** Opening RECORDS TO USE block **

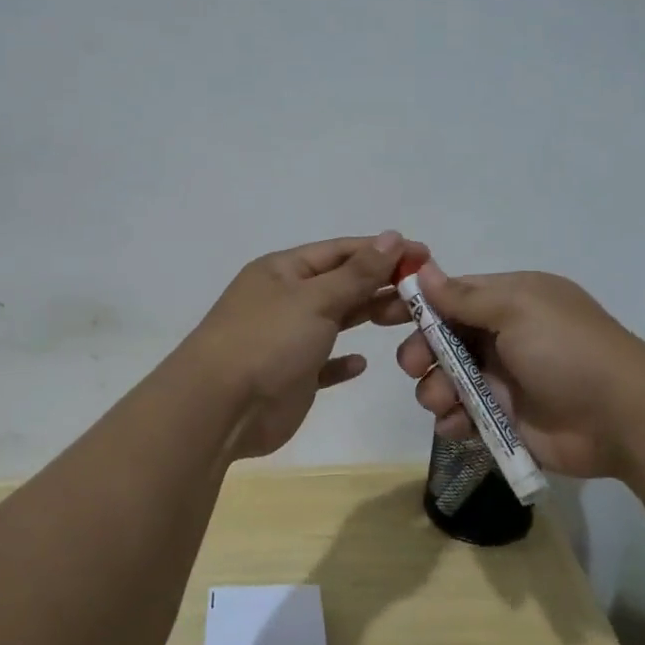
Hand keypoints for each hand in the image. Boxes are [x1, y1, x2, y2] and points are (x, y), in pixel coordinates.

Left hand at [184, 231, 411, 459]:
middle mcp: (285, 300)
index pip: (341, 251)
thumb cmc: (268, 341)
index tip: (425, 256)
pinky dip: (342, 361)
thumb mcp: (315, 299)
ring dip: (368, 316)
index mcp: (283, 271)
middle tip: (425, 294)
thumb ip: (357, 273)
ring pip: (336, 320)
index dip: (382, 251)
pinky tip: (362, 362)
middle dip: (381, 284)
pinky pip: (323, 363)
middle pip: (341, 284)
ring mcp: (287, 339)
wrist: (220, 408)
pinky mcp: (292, 377)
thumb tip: (392, 237)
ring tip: (407, 318)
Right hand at [374, 262, 644, 478]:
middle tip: (416, 366)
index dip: (418, 304)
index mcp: (509, 301)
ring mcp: (502, 379)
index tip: (382, 313)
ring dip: (435, 389)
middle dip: (422, 351)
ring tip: (443, 402)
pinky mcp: (503, 419)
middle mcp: (503, 336)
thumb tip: (423, 269)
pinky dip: (452, 420)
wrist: (622, 419)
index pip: (452, 295)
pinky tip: (456, 425)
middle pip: (442, 339)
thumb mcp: (518, 309)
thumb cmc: (568, 351)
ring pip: (446, 379)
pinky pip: (462, 415)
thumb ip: (466, 296)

** Closing RECORDS TO USE block **

#### EXERCISE PROMPT
Retype, exactly and only, the lines running from the one with "index dip: (418, 304)" through the final line of the listing above.

#### RESPONSE
index dip: (418, 304)
index mcp: (509, 301)
ring mcp: (502, 379)
index tip: (382, 313)
ring dip: (435, 389)
middle dip: (422, 351)
ring tip: (443, 402)
pinky mcp: (503, 419)
middle mcp: (503, 336)
thumb tip: (423, 269)
pinky dip: (452, 420)
wrist: (622, 419)
index pip: (452, 295)
pinky tip: (456, 425)
middle pip: (442, 339)
thumb mcp: (518, 309)
thumb cmc: (568, 351)
ring pip: (446, 379)
pinky pip: (462, 415)
thumb ip: (466, 296)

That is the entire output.